Der „Weltbürger“-Award, der am Montagabend in New York verliehen wurde, ist normalerweise ein Treffpunkt internationaler Weltverbesserer. In diesem Jahr war allerdings einiges anders, was sowohl an der Auswahl des Preisträgers als auch des Laudators lag.
Auch diese Woche drängen sich die Mächtigen und Wichtigen in New York. Die East Side von Manhattan ist ein einziger Verkehrsstau, denn Präsidenten und Regierungschefs aus 134 Mitgliedsstaaten fliegen zur Generalversammlung der Vereinten Nationen ein. Von Prinz Harry über Bill Gates bis Meryl Streep versammeln sich die Weltverbesserer in den Konferenz- und Ballsälen der Stadt.
In diesem Jahr war ein Ticket besonders begehrt beim globalen Jetset: ein Gala-Dinner am Montagabend im Ziegfeld Ballroom in Midtown. Eingeladen hatte der Atlantic Council, einer der einflussreichsten und finanzkräftigsten Thinktanks des Landes. Seit 14 Jahren verleiht die Organisation ihren „Global Citizen Award“, eine Auszeichnung für einen „Weltbürger“.
Den Laudator kann der Preisträger selbst wählen. Als Olaf Scholz 2023 den Preis erhielt, wählte er – wie schon Wolodymyr Selenskyj – die Chefin der Welthandelsorganisation, Ngozi Okonjo-Iweala. Wie es sich für einen UN-Auftritt wohl gehört.
Ein Zeichen der Zeitenwende dürfte die Ehrung des Atlantic Council in diesem Jahr sein. Den Preis sollte eigentlich Italiens Ministerpräsidentin Giorgia Meloni erhalten. Dass die Auszeichnung allein an die Rechtsnationalistin ging, sorgte sowohl außerhalb als auch innerhalb des Atlantic Council für Proteste. Für die wirklichen Schlagzeilen sorgte jedoch Melonis Wahl des Redners: Elon Musk.
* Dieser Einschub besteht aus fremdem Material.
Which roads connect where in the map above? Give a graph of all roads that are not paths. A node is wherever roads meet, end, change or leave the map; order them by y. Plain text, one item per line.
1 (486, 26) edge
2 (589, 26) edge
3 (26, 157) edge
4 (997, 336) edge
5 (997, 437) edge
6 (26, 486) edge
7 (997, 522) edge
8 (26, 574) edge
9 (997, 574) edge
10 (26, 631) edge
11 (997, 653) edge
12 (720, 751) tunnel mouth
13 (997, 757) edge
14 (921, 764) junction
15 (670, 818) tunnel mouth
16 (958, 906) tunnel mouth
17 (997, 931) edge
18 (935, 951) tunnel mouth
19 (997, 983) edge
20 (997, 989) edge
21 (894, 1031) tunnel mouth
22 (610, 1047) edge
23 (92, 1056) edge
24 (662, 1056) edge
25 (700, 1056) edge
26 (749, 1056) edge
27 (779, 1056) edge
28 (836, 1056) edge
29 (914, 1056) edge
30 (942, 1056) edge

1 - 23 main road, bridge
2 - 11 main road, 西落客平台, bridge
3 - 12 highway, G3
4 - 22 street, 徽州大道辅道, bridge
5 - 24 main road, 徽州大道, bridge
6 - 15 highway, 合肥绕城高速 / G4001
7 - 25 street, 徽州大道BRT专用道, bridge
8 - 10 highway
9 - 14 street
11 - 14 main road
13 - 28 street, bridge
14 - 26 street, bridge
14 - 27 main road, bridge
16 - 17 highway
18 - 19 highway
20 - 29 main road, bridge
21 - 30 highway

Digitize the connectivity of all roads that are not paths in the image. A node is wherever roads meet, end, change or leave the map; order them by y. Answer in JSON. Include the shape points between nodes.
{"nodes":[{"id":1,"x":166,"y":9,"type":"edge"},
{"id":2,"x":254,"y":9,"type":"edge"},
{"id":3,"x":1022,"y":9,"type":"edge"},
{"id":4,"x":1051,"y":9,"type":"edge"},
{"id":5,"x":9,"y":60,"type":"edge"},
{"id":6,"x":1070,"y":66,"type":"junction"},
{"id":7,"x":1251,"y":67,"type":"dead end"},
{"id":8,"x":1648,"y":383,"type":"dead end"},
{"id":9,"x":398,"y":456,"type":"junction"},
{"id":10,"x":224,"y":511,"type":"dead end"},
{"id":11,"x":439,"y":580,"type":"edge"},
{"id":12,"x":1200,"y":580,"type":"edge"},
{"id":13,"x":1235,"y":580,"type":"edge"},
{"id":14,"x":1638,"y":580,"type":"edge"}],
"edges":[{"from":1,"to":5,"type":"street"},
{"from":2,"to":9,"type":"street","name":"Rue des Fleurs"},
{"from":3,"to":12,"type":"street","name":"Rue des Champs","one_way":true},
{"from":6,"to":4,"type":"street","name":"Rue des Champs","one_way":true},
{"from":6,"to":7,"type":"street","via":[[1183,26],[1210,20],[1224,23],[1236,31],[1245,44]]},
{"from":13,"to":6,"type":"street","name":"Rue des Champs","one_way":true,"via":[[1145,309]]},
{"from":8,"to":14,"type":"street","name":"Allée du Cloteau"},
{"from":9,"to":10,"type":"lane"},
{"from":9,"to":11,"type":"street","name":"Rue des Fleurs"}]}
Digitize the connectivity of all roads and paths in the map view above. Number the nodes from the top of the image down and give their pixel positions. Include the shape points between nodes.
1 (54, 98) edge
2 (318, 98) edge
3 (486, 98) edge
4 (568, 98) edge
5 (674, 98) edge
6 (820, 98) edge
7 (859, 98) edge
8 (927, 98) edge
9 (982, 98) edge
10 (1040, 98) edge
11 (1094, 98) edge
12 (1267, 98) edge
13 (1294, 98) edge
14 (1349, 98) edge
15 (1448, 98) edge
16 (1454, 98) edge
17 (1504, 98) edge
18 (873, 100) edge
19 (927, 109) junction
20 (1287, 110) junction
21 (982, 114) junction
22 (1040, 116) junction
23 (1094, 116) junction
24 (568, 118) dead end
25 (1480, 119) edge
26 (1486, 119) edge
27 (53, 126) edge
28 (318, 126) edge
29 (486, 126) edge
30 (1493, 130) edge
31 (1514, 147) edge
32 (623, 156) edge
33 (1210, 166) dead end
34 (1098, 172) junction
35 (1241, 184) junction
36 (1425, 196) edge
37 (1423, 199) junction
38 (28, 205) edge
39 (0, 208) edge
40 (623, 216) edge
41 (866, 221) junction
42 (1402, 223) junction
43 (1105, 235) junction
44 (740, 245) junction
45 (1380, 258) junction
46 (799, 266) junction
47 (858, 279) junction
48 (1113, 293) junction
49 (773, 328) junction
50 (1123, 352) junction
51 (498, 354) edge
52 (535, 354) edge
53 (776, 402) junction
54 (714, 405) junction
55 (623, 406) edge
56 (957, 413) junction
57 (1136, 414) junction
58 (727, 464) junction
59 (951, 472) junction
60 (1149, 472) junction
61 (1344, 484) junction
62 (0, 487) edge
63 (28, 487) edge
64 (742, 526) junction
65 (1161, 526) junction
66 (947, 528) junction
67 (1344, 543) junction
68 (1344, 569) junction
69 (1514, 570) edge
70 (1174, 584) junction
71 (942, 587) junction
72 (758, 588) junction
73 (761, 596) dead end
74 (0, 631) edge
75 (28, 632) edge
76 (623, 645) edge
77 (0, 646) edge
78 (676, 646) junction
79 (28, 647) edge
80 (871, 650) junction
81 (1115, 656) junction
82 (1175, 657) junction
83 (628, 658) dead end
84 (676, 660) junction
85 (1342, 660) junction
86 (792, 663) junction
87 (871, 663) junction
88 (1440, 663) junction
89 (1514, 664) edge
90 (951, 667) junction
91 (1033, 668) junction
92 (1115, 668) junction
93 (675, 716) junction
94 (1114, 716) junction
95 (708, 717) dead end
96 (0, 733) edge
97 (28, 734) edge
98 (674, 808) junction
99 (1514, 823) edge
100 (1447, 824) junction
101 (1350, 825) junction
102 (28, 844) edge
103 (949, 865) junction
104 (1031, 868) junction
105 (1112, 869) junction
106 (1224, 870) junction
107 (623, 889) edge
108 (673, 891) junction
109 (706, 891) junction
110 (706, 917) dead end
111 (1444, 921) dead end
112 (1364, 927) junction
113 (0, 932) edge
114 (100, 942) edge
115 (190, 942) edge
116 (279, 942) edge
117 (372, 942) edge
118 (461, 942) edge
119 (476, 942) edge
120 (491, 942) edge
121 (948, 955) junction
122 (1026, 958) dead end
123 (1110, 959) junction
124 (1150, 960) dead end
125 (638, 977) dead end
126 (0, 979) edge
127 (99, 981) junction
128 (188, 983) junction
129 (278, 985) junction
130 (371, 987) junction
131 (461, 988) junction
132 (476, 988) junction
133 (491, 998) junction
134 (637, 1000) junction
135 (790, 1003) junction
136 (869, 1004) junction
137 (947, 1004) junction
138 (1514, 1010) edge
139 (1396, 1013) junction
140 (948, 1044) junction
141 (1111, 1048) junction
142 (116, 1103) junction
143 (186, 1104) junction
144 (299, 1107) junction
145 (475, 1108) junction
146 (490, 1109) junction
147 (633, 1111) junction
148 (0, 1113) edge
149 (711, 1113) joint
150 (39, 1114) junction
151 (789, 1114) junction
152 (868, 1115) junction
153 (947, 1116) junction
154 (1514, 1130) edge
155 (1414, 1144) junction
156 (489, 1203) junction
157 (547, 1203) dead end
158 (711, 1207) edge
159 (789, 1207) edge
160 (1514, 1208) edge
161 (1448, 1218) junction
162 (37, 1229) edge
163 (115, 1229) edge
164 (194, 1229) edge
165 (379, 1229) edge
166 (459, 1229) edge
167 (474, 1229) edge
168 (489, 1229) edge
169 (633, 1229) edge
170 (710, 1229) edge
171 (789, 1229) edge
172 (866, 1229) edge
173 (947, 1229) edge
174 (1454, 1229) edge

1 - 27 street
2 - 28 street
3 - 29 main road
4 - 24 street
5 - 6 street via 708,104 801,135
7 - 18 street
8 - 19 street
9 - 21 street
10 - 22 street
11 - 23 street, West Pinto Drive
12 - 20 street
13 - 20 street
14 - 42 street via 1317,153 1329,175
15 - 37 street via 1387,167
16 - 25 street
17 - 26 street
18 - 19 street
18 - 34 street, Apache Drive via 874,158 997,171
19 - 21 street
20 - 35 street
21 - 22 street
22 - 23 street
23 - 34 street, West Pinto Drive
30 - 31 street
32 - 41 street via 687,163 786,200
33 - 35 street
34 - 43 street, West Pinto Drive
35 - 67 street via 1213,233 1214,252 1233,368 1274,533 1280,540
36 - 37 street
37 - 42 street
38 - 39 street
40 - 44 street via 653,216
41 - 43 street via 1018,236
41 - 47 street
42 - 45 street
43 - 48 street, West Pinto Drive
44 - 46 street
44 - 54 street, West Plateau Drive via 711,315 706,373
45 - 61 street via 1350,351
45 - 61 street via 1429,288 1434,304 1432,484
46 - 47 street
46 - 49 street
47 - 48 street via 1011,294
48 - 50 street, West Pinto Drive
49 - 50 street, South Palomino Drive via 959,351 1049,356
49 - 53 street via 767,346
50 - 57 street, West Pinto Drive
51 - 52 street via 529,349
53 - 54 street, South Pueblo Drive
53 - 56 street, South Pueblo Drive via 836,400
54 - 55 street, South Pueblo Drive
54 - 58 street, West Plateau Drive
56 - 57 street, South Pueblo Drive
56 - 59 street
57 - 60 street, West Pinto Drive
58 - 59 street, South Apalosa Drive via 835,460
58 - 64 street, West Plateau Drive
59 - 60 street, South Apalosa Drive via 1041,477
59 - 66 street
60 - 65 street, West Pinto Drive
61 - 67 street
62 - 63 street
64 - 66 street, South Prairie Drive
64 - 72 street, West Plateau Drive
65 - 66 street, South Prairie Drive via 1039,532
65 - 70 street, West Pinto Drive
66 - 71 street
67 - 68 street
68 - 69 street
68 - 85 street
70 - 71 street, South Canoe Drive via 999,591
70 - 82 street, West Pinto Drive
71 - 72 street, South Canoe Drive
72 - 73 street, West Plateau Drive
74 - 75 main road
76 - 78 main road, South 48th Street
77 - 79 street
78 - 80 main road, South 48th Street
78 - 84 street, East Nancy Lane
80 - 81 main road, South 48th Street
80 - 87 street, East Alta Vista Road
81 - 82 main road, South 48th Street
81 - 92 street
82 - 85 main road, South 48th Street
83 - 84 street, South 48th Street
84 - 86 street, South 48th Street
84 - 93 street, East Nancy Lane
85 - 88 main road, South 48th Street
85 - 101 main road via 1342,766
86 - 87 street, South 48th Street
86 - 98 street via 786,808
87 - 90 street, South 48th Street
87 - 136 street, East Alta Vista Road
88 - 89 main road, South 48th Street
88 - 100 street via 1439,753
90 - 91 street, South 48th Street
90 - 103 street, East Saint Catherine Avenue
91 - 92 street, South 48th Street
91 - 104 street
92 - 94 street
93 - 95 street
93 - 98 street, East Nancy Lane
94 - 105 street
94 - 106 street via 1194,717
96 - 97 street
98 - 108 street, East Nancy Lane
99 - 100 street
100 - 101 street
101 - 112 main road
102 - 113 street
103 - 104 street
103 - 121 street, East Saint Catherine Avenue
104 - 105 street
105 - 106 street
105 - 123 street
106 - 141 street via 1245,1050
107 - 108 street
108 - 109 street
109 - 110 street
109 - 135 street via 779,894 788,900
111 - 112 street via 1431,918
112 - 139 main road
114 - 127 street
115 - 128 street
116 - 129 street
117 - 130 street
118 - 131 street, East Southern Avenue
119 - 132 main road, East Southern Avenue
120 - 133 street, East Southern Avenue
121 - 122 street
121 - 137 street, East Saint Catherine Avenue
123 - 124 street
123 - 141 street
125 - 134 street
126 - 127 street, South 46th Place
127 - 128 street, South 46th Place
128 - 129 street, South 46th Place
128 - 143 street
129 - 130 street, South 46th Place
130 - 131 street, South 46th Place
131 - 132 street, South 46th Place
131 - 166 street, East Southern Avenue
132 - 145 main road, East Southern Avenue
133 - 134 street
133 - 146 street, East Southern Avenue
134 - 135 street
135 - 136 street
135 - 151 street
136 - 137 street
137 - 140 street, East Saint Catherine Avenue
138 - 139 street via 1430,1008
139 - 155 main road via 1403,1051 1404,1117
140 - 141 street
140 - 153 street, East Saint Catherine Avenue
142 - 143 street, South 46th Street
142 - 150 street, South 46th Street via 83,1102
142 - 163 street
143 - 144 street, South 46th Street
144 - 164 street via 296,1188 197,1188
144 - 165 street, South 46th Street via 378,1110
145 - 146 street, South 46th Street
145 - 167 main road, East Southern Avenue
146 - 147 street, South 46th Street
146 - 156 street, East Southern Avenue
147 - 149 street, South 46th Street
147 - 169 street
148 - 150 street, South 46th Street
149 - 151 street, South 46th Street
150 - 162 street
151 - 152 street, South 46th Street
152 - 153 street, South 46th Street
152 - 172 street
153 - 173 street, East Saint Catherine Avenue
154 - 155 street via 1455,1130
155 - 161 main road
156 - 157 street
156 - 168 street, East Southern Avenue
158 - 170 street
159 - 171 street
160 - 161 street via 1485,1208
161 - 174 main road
Allein im vergangenen Jahr besuchte der SpaceX- und Tesla-Chef die Politikerin zweimal in Rom; es seien „herzliche“ Treffen gewesen, sagte Meloni. Musk sei „ein kostbares Genie“. Musk lobte Meloni kürzlich für ihre harte Haltung gegenüber illegalen Einwanderern. Am Montagabend stand Musk auf der New Yorker Bühne, vor 700 Damen und Herren in Frack und Ballkleid, darunter ein halbes Dutzend Regierungschefs. Was folgte, war eine Liebeserklärung, die jeden Italiener neidisch gemacht hätte. „Es ist eine Ehre, diesen Preis einer Frau zu überreichen, die innerlich noch schöner ist als äußerlich. Sie hat unglaubliche Arbeit geleistet. Sie ist authentisch. Ehrlich, loyal. Was man nicht immer über Politiker sagen kann.“ Der reichste Mann der Welt musste über seine eigenen Worte kichern und überreichte Meloni dann unbeholfen vor einem weißen Flügel den Preis.
Melonis Laudatio selbst war ein weiterer Beleg dafür, wie sich die Zeiten in Europa ändern. Sie hatte überlegt, davon zu sprechen, die erste Frau an der Spitze der italienischen Regierung zu sein. Oder von Außenpolitik in Zeiten des Chaos. Stattdessen sprach sie über „westlichen Nationalismus“ und „Oikophobie“, die Abneigung gegen die eigene Heimat. „Wir sollten uns nicht schämen, Konzepte wie Nation und Patriotismus, unsere Kultur, Traditionen, Werte zu verteidigen“, sagte Meloni. Ihr Argument: Nur wer die eigene Heimat liebt, wer sich selbst respektiert, wird von anderen respektiert. Er hat die Kraft, seine eigenen Werte zu verteidigen. „Wir verteidigen die Ukraine, weil wir wissen, wie eine Welt aussieht, in der das Recht des Stärkeren gilt.“ Ob Letzteres Musk und seinen politischen Freund Donald Trump überzeugen wird, ist fraglich. Melonis Aufruf zum Kampf gegen die „Oikophobie“ können sie aber durchaus nachvollziehen.